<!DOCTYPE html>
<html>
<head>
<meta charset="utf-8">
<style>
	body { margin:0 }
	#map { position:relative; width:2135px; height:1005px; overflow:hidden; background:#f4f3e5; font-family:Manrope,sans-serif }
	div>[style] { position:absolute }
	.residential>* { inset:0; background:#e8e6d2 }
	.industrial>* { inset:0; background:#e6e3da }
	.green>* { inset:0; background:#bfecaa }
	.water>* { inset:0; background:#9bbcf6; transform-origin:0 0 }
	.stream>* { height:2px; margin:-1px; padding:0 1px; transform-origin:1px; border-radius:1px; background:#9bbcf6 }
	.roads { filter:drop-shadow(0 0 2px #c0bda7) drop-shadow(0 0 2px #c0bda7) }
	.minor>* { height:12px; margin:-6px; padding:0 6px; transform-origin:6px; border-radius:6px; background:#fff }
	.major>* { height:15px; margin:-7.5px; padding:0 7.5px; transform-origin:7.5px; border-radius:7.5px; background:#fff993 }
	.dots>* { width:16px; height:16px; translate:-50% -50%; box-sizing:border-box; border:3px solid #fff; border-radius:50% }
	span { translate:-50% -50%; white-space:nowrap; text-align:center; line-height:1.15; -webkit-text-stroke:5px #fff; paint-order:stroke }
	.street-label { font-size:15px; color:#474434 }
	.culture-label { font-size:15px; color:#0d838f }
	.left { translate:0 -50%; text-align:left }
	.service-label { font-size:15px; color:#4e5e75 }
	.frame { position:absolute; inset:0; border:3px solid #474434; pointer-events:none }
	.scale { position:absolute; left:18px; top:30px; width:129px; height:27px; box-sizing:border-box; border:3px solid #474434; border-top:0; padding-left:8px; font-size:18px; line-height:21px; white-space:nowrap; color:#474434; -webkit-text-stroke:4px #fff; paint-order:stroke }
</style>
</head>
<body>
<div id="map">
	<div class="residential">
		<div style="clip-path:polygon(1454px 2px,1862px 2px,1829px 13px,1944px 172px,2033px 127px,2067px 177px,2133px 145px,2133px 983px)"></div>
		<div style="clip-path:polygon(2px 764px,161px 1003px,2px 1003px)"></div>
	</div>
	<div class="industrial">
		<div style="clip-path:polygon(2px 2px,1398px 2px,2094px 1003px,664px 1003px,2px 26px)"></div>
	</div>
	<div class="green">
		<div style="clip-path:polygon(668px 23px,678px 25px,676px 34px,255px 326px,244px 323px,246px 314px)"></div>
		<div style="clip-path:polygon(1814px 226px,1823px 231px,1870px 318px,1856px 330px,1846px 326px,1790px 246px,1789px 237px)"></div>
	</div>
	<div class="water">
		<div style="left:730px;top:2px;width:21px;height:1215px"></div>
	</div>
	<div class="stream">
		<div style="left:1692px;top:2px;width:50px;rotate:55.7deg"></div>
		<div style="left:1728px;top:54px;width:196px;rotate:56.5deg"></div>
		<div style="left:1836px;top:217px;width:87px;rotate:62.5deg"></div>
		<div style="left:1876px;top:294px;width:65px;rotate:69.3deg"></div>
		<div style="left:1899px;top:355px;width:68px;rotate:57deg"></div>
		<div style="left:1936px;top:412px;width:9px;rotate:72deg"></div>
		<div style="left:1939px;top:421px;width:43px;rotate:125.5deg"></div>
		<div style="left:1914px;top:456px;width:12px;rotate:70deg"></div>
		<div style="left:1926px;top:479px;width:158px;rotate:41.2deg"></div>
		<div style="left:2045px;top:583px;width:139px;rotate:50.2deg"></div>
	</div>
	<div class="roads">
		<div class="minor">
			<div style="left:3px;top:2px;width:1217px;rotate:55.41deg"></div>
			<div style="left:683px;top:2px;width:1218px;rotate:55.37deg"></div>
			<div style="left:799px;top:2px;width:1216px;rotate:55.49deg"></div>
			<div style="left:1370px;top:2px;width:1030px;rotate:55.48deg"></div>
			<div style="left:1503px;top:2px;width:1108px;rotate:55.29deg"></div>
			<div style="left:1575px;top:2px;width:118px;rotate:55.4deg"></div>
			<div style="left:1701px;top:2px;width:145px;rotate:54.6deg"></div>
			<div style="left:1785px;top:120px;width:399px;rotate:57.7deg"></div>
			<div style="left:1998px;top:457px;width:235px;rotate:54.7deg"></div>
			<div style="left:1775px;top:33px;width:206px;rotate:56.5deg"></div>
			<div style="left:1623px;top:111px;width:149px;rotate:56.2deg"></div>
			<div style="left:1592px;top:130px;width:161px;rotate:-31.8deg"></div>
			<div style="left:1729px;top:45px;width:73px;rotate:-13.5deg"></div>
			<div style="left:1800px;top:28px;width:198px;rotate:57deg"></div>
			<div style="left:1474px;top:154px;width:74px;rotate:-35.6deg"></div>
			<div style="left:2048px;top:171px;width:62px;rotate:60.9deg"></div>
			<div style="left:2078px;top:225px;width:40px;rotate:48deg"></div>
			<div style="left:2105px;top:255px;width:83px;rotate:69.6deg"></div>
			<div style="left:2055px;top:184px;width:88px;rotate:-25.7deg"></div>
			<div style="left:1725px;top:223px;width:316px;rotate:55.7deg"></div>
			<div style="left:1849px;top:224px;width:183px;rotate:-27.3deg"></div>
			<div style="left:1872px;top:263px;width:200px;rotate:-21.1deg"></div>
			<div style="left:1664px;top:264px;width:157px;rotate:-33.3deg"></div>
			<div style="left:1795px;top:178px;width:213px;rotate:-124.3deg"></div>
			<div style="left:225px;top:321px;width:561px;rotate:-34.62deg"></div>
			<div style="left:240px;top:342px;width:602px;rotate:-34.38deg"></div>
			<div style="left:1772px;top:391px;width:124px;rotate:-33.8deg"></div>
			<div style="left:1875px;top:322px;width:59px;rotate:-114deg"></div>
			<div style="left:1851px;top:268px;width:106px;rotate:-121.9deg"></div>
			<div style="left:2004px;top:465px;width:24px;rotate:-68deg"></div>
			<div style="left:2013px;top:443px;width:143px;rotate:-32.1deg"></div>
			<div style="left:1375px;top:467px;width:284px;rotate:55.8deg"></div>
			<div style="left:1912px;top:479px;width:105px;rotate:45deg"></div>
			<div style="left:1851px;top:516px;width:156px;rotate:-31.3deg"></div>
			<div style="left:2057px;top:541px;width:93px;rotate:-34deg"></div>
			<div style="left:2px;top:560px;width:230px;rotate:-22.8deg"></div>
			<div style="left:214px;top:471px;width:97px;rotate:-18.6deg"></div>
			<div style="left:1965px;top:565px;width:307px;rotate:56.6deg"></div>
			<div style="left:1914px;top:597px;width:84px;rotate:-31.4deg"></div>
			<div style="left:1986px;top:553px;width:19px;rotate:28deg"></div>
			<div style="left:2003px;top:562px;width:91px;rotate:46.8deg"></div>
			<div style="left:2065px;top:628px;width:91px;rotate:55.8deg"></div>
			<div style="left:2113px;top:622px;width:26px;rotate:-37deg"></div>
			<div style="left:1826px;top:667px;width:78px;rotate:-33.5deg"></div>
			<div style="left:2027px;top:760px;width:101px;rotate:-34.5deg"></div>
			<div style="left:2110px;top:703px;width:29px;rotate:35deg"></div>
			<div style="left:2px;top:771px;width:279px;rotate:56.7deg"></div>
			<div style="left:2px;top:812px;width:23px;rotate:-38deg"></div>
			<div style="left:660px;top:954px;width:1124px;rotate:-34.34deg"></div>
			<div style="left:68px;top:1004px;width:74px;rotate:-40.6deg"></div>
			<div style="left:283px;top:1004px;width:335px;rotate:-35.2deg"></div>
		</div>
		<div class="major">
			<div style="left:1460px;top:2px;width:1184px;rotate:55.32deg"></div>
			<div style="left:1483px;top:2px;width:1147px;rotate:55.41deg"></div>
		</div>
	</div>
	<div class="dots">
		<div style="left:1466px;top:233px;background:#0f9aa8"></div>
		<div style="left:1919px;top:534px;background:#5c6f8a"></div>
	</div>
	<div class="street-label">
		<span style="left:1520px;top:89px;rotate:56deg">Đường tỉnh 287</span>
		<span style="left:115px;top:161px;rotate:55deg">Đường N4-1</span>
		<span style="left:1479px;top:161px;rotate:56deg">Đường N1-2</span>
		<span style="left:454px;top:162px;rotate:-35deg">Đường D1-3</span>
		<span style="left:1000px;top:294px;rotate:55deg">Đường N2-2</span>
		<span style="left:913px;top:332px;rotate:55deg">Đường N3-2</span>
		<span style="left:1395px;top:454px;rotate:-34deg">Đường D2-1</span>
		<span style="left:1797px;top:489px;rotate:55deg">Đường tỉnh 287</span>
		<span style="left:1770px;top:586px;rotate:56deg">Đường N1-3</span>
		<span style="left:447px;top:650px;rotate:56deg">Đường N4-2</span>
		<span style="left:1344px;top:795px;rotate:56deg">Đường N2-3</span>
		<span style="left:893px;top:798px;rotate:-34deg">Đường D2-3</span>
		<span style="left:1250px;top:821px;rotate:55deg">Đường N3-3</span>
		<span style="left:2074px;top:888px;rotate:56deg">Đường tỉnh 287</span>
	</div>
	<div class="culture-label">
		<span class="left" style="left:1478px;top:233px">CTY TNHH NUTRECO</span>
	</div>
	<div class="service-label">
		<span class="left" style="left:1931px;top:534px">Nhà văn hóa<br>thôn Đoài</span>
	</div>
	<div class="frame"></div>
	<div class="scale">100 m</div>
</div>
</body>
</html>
———
**The problem:**
Your answer should be each line of the data that contains the word "stream", copied as it stands.

**Exercise solution:**
	.stream>* { height:2px; margin:-1px; padding:0 1px; transform-origin:1px; border-radius:1px; background:#9bbcf6 }
	<div class="stream">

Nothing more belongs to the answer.